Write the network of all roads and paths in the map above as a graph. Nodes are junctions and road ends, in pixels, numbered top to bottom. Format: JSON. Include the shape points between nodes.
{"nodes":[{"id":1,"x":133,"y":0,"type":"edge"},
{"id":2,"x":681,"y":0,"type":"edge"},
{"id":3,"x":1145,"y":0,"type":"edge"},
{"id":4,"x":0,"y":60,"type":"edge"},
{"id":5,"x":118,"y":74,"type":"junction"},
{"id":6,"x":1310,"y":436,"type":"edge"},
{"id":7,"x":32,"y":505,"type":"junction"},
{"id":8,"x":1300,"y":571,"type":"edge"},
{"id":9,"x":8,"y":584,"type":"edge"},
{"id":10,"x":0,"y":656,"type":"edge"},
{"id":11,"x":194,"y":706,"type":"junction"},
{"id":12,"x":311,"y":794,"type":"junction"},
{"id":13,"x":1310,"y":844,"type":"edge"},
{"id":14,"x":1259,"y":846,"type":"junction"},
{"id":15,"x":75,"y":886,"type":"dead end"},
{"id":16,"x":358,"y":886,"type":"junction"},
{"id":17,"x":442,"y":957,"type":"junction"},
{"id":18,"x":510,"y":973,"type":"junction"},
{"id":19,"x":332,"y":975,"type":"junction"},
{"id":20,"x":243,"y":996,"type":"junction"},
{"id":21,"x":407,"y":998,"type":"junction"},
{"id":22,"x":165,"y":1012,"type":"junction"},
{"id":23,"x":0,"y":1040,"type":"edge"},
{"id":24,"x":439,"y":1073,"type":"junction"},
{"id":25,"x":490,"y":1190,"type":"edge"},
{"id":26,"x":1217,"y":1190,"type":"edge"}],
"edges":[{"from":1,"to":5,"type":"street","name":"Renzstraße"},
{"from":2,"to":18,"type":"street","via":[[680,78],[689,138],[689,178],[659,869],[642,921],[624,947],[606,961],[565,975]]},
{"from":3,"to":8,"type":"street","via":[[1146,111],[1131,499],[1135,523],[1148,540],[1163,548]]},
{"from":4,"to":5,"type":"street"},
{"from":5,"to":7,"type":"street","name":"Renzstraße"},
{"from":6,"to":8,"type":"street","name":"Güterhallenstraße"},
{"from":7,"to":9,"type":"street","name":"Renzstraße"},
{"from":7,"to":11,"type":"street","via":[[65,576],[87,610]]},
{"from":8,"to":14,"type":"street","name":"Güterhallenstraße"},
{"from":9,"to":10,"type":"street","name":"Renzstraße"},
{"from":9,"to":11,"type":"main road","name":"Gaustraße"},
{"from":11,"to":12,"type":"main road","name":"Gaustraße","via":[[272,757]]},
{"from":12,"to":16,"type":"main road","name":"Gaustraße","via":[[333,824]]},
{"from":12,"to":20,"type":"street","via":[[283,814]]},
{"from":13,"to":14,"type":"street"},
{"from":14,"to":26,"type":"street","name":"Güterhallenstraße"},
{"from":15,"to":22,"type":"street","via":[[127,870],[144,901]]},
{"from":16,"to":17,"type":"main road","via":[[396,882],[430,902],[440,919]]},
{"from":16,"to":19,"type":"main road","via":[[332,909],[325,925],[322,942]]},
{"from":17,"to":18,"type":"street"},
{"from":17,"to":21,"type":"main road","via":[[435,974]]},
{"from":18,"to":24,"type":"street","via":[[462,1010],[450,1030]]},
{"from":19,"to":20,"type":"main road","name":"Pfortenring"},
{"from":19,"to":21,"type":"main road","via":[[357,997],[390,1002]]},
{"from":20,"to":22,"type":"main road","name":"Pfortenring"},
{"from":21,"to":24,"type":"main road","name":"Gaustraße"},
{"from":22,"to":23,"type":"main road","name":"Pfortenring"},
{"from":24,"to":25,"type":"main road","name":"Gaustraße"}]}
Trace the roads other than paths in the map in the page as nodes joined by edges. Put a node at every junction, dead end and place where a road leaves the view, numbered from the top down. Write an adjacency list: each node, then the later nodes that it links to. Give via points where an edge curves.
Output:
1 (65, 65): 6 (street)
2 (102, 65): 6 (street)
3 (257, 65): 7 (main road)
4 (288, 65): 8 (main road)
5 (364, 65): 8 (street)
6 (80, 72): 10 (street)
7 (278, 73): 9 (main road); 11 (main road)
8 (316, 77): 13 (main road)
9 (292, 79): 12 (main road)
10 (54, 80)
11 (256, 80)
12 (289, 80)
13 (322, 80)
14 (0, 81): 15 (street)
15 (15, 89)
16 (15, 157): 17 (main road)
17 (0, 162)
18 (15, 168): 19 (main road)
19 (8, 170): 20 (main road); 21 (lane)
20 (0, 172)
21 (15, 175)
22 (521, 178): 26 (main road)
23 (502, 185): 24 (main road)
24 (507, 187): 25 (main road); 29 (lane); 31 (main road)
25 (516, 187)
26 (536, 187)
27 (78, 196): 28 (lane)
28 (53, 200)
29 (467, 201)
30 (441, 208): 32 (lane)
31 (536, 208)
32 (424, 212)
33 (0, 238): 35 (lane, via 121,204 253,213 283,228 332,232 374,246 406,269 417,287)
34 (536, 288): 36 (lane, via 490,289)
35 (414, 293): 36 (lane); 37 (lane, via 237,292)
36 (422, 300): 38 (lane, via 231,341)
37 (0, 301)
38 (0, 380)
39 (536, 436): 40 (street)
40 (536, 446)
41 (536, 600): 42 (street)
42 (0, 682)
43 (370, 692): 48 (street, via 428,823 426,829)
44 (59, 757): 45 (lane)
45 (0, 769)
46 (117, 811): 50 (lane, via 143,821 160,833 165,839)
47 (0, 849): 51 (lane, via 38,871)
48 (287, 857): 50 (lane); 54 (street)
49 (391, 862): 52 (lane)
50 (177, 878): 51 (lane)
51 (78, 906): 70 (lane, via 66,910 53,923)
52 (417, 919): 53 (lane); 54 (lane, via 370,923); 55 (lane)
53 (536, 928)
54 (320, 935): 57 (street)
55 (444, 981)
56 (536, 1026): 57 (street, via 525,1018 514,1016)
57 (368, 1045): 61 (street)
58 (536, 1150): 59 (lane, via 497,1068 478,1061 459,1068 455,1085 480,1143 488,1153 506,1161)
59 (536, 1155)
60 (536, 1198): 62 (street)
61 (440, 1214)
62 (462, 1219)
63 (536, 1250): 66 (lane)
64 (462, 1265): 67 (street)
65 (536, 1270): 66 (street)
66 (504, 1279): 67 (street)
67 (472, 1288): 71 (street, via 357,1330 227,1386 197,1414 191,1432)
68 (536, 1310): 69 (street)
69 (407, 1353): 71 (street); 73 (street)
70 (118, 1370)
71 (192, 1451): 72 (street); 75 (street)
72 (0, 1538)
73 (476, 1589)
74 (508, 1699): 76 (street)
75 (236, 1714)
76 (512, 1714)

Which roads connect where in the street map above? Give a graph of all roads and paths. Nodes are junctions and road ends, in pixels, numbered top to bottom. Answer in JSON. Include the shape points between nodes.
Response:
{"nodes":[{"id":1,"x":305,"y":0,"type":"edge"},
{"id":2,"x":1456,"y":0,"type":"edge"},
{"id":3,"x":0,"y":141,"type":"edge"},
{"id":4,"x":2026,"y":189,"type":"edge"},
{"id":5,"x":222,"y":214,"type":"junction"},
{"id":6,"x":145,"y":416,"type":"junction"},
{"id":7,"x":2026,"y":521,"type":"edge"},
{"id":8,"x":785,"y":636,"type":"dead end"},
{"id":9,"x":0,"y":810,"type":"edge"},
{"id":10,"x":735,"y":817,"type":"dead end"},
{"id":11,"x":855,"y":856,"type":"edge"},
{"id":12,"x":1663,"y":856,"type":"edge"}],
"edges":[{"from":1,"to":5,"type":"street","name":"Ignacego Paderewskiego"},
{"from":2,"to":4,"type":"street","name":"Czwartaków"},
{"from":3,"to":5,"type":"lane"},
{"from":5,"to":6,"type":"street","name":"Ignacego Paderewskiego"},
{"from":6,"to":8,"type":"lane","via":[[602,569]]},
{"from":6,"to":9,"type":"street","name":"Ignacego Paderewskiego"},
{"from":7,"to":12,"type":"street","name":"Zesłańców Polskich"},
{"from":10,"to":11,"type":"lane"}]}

◇ ◇ ◇ ◇ ◇

* Problem details: Among the lines of the material, find those holding the word "junctions" and return them.

* Answer for the task:
Write the network of all roads and paths in the map above as a graph. Nodes are junctions and road ends, in pixels, numbered top to bottom. Format: JSON. Include the shape points between nodes.
Which roads connect where in the street map above? Give a graph of all roads and paths. Nodes are junctions and road ends, in pixels, numbered top to bottom. Answer in JSON. Include the shape points between nodes.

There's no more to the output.